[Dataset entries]
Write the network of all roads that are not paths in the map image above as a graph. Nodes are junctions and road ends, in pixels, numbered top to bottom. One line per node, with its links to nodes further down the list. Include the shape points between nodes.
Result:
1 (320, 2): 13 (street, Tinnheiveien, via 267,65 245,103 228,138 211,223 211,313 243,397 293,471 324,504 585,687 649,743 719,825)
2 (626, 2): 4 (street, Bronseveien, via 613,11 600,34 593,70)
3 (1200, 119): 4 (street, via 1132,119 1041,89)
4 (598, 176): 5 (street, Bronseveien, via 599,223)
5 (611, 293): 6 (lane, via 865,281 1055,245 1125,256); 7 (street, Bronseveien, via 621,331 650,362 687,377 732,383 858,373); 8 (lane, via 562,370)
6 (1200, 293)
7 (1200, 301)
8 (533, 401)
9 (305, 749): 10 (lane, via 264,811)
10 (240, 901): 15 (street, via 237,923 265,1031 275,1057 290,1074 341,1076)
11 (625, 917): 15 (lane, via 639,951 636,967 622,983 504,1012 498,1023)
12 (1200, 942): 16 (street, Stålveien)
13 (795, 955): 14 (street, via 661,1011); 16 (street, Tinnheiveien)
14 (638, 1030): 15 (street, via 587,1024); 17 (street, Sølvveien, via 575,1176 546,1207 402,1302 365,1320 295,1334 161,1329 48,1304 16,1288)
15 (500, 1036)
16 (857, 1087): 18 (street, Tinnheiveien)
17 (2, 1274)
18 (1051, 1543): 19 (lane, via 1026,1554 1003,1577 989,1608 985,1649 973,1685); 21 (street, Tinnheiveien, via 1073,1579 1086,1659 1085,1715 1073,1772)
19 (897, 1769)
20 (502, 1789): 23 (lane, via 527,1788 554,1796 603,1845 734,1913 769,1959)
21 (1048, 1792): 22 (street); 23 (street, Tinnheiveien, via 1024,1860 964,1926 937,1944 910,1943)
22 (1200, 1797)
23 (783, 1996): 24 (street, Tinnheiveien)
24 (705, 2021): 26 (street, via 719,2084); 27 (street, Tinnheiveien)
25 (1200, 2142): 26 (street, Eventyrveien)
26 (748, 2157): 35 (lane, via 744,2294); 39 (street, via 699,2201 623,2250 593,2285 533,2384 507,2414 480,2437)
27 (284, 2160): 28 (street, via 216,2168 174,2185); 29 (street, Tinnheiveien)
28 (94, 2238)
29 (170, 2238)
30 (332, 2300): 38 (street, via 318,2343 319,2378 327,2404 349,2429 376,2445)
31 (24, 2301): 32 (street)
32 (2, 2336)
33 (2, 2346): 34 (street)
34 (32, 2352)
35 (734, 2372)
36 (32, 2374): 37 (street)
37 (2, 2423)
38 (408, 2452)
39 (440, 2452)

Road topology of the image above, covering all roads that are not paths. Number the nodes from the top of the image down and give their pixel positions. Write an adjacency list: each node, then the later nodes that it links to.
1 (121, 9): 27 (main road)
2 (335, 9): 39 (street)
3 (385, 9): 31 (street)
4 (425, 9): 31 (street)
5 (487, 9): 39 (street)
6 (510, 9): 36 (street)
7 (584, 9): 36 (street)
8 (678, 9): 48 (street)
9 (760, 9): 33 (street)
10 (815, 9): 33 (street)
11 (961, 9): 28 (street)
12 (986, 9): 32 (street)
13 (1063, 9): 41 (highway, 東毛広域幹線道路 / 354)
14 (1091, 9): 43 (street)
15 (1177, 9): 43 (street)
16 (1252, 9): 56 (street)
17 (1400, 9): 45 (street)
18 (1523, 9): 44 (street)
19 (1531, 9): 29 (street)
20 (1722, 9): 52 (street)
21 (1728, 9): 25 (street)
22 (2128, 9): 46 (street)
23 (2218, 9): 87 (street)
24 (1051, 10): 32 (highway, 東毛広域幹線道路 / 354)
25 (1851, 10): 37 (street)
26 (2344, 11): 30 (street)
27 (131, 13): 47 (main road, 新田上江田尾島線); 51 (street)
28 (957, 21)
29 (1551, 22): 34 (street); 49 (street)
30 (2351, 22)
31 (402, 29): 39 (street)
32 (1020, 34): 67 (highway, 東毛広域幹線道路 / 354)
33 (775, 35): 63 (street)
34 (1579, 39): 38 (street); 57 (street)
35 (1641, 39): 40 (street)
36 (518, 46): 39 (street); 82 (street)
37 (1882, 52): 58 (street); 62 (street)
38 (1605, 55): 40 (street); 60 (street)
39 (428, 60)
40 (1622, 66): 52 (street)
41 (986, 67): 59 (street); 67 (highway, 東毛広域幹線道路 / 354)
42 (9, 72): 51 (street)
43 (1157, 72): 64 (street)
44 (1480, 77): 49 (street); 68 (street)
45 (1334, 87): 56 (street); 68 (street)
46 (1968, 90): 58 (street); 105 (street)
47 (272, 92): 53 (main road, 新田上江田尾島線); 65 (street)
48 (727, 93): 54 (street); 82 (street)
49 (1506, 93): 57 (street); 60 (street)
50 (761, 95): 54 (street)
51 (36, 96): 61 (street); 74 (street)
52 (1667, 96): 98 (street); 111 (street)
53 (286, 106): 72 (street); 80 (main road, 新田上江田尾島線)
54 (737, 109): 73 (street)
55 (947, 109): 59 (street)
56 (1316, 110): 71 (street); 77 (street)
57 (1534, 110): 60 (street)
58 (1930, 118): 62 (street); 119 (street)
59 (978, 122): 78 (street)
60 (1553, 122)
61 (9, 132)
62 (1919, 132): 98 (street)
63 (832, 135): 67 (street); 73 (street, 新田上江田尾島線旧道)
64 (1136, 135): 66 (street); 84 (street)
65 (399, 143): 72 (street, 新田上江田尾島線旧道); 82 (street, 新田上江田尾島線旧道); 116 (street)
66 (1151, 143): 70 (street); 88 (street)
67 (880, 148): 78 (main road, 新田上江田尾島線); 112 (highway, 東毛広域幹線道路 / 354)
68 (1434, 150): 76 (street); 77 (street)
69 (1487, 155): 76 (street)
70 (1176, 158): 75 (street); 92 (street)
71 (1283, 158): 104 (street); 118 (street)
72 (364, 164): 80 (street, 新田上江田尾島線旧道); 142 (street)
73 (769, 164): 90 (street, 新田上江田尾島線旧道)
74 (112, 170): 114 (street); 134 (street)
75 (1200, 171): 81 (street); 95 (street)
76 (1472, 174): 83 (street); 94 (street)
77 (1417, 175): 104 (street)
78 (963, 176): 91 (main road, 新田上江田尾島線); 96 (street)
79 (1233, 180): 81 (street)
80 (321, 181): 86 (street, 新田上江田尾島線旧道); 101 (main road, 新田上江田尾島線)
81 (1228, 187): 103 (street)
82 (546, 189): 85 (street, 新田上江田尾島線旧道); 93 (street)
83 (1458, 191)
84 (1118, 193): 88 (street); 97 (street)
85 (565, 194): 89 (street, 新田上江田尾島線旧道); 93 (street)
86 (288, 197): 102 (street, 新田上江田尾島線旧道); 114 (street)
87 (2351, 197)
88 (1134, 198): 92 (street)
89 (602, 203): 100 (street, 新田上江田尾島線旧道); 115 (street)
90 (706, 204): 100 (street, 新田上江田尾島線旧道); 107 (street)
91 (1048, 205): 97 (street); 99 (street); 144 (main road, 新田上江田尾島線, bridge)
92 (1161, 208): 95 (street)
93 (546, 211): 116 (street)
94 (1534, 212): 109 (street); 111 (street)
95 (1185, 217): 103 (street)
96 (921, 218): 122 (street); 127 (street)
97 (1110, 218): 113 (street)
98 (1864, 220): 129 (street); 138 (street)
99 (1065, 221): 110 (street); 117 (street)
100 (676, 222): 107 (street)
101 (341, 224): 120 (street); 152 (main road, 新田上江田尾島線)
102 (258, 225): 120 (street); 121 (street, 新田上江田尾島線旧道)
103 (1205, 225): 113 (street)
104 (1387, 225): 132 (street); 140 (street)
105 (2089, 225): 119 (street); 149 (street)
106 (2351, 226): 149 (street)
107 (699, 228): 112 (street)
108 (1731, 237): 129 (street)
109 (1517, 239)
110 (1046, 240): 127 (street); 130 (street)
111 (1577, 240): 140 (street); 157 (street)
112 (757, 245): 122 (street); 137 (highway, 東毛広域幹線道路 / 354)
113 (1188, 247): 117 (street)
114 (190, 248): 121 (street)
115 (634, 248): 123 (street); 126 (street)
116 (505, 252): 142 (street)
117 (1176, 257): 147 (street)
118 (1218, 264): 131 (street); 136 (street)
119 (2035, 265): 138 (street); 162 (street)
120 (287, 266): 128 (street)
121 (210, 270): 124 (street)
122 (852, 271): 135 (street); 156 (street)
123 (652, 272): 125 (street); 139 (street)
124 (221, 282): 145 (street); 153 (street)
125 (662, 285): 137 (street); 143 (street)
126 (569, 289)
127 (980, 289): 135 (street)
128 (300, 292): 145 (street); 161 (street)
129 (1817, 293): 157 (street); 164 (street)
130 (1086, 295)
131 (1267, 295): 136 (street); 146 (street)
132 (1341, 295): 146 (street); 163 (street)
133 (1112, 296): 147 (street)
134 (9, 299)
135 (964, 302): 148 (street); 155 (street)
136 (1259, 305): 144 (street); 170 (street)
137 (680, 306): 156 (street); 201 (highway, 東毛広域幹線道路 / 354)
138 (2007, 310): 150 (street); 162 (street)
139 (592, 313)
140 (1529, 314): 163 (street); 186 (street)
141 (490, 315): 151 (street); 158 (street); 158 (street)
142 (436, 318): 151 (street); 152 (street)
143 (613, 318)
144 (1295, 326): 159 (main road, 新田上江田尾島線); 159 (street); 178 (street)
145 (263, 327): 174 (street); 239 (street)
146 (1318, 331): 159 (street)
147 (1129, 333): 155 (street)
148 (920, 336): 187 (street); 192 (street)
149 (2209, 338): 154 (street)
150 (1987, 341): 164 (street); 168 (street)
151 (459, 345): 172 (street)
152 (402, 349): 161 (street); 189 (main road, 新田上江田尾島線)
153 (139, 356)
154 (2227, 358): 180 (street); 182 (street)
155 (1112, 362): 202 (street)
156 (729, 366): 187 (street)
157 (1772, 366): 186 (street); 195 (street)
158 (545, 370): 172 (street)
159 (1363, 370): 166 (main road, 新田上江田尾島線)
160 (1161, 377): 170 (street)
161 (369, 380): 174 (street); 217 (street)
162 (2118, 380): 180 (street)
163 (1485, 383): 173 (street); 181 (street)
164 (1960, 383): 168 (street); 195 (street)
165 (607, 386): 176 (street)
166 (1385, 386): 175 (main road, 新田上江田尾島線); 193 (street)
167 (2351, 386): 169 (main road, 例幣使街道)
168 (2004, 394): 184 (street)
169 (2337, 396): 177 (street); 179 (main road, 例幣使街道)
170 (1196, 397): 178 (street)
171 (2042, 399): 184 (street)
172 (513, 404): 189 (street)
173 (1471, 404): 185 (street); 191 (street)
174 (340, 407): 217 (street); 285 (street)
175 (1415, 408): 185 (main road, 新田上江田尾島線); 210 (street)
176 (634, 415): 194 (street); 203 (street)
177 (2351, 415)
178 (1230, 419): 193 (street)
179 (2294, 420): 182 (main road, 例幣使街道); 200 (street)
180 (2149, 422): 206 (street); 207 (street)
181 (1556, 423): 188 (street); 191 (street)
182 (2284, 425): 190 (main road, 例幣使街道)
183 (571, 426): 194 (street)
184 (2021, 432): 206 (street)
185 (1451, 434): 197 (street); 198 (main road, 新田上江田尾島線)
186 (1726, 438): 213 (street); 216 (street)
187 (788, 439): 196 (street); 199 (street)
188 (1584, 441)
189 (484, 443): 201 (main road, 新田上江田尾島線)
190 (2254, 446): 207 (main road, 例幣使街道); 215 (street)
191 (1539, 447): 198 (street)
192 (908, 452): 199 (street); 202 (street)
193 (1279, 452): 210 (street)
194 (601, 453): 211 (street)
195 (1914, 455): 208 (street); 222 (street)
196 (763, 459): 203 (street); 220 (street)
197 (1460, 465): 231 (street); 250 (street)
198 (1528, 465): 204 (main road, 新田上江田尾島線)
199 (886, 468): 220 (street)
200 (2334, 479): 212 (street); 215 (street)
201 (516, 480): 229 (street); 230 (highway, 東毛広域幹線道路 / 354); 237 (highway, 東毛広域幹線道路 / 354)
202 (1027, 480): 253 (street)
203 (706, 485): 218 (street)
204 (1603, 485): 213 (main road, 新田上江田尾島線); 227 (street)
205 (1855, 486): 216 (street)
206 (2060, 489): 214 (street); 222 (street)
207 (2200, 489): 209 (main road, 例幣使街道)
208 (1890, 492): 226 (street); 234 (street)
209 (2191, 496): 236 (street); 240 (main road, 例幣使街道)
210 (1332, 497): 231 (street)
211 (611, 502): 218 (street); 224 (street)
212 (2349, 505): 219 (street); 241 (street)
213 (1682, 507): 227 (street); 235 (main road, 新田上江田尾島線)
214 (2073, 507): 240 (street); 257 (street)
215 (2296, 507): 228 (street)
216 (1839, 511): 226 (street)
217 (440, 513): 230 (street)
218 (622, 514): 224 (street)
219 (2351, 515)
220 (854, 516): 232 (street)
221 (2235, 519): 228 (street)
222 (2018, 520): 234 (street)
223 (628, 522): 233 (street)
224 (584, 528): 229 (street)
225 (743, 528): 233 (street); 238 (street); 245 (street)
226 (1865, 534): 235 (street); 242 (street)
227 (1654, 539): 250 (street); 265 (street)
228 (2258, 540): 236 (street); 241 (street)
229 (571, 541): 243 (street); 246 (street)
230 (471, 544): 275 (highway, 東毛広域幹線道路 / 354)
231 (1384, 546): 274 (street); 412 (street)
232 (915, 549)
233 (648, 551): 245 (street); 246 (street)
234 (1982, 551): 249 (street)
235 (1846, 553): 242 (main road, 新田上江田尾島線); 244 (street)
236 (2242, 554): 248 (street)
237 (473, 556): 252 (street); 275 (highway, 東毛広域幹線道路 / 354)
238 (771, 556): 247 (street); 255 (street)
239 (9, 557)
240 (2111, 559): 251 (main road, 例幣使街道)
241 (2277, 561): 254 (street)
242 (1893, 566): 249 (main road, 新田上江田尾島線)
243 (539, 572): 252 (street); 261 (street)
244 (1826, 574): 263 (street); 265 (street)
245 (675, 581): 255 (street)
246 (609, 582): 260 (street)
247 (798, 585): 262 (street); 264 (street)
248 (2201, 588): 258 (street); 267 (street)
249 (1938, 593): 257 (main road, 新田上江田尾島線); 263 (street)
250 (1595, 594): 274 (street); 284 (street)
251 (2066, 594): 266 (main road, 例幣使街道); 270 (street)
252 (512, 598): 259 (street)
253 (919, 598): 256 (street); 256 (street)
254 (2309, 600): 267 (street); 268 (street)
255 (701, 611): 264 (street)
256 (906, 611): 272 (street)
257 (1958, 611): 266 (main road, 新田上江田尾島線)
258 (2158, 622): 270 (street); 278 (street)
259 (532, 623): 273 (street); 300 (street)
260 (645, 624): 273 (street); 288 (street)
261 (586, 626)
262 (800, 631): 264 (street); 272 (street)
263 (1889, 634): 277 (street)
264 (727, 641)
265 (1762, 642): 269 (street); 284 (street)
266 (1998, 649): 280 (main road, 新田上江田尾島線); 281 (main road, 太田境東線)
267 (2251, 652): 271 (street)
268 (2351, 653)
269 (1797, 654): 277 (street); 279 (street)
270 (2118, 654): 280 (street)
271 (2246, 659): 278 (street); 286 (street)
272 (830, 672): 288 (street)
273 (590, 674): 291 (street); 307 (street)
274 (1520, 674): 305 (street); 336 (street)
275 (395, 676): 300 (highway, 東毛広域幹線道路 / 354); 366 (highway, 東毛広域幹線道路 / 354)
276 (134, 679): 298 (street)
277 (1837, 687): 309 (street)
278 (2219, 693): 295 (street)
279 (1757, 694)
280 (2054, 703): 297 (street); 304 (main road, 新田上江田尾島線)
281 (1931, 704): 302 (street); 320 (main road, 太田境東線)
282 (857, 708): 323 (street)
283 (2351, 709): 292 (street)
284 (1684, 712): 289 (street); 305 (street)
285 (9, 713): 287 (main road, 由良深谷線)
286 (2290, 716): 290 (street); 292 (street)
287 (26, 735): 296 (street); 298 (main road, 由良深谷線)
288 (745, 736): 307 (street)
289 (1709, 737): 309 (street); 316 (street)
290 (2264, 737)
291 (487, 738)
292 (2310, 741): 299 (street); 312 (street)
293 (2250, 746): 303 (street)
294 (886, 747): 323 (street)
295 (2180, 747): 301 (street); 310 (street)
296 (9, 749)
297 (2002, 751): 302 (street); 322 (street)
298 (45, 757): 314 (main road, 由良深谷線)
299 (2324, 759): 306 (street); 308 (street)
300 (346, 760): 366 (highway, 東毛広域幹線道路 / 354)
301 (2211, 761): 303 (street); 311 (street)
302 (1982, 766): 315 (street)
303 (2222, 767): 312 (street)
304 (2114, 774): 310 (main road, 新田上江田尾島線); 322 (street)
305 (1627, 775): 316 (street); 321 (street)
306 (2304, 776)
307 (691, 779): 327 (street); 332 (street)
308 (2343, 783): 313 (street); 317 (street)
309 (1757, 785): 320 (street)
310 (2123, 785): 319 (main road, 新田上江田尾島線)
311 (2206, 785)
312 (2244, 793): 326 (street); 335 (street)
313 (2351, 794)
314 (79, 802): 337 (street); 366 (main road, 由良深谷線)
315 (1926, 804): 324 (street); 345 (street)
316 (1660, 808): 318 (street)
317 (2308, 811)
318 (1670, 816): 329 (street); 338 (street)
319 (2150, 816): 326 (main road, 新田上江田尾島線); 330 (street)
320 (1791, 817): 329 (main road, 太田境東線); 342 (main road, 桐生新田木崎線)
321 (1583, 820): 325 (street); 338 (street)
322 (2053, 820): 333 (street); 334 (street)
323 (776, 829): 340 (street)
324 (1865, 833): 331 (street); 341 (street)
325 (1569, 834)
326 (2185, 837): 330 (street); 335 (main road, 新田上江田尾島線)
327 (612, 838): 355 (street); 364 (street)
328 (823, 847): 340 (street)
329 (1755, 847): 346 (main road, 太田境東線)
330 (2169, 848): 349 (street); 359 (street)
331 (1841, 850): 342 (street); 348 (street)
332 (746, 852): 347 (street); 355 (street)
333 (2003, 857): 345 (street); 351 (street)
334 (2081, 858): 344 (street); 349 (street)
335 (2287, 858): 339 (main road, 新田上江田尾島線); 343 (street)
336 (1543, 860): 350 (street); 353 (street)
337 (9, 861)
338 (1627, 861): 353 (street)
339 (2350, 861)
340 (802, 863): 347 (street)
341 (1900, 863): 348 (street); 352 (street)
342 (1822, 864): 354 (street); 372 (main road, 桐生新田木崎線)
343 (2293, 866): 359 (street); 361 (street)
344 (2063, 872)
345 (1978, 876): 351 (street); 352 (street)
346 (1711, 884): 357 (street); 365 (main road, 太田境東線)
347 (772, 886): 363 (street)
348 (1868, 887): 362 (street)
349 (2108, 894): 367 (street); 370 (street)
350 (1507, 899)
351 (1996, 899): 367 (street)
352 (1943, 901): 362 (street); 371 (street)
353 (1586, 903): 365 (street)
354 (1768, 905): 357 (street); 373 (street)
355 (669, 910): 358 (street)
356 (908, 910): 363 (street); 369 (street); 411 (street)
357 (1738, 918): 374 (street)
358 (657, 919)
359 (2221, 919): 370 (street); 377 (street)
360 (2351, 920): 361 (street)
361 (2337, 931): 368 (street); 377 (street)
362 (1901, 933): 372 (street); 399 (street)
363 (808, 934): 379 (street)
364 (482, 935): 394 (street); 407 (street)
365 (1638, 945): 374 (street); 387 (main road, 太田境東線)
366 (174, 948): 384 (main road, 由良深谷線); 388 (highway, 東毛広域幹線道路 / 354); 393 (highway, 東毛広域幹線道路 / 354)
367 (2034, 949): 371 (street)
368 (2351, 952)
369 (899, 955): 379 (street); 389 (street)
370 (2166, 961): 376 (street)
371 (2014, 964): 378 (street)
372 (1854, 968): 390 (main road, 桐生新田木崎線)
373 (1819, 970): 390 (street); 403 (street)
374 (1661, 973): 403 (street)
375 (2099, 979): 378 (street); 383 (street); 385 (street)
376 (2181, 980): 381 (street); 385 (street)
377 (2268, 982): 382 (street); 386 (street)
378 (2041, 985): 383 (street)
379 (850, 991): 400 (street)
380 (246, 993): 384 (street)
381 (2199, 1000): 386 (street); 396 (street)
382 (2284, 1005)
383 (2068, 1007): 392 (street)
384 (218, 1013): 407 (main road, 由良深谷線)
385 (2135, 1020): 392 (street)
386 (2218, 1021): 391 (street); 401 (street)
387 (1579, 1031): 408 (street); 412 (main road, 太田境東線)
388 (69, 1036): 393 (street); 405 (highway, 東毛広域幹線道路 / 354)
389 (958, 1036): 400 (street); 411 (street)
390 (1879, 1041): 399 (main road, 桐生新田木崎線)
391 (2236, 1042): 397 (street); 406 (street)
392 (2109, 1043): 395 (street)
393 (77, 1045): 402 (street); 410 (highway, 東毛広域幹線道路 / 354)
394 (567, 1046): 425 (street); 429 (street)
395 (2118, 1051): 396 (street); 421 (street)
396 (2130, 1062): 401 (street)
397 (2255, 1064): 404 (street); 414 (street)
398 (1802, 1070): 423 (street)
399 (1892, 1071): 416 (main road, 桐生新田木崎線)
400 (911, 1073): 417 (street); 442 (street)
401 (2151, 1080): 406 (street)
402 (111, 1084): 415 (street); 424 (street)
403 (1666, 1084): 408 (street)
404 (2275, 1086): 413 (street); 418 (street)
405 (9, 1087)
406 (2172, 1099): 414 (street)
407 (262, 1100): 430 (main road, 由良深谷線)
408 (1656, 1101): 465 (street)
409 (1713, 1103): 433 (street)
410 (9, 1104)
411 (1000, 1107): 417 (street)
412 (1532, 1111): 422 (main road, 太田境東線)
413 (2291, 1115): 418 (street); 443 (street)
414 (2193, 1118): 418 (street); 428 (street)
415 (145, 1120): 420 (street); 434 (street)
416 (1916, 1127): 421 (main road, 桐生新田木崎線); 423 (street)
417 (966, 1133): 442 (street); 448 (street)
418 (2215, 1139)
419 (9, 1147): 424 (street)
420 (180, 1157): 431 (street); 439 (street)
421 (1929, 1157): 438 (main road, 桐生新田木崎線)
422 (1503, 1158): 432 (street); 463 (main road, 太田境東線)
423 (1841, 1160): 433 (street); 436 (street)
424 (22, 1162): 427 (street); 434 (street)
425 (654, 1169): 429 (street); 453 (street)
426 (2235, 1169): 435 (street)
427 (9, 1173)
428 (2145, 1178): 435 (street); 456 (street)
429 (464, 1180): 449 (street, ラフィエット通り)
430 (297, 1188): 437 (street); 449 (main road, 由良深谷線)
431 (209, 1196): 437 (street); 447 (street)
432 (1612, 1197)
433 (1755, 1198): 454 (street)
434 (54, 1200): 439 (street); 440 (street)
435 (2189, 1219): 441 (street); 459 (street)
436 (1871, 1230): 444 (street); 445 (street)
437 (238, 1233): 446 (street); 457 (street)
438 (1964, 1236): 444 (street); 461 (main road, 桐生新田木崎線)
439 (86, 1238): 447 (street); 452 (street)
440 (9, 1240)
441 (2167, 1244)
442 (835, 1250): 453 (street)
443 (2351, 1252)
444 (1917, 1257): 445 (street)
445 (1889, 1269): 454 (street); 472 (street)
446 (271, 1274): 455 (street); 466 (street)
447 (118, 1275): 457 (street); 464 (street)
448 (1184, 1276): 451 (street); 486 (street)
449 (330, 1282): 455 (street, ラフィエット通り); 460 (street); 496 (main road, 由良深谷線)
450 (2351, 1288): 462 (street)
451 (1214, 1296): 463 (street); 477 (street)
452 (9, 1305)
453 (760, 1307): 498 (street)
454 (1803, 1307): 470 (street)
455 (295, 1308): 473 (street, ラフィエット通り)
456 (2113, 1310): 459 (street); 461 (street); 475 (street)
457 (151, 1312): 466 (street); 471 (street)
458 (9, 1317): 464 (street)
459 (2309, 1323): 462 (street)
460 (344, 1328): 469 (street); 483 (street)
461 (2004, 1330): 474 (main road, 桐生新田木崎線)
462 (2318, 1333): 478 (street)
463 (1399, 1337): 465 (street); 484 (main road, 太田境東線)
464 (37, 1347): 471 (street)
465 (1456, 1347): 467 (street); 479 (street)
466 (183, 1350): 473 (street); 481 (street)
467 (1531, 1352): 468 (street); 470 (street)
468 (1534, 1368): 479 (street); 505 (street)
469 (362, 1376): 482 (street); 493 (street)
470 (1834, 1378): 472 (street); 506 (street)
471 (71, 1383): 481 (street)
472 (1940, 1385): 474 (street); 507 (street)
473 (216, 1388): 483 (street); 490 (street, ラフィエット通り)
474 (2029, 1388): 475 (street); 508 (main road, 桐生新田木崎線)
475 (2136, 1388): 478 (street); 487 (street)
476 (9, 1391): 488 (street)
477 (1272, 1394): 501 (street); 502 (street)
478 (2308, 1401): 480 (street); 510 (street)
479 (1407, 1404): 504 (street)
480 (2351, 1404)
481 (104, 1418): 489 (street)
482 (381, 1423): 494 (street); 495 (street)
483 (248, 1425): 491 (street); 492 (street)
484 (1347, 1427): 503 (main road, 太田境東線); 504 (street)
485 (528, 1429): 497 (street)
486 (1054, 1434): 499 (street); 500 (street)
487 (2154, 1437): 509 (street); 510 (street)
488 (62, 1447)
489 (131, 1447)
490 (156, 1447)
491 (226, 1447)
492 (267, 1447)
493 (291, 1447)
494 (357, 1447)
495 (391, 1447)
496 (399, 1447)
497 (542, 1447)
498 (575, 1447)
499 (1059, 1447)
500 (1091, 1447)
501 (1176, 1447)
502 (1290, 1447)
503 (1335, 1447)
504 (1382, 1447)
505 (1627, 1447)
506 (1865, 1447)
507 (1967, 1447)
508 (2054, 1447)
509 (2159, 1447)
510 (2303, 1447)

» Exercise description
Count of lines in the data above that contain the string "image": give this number and no other words.

» Response box
2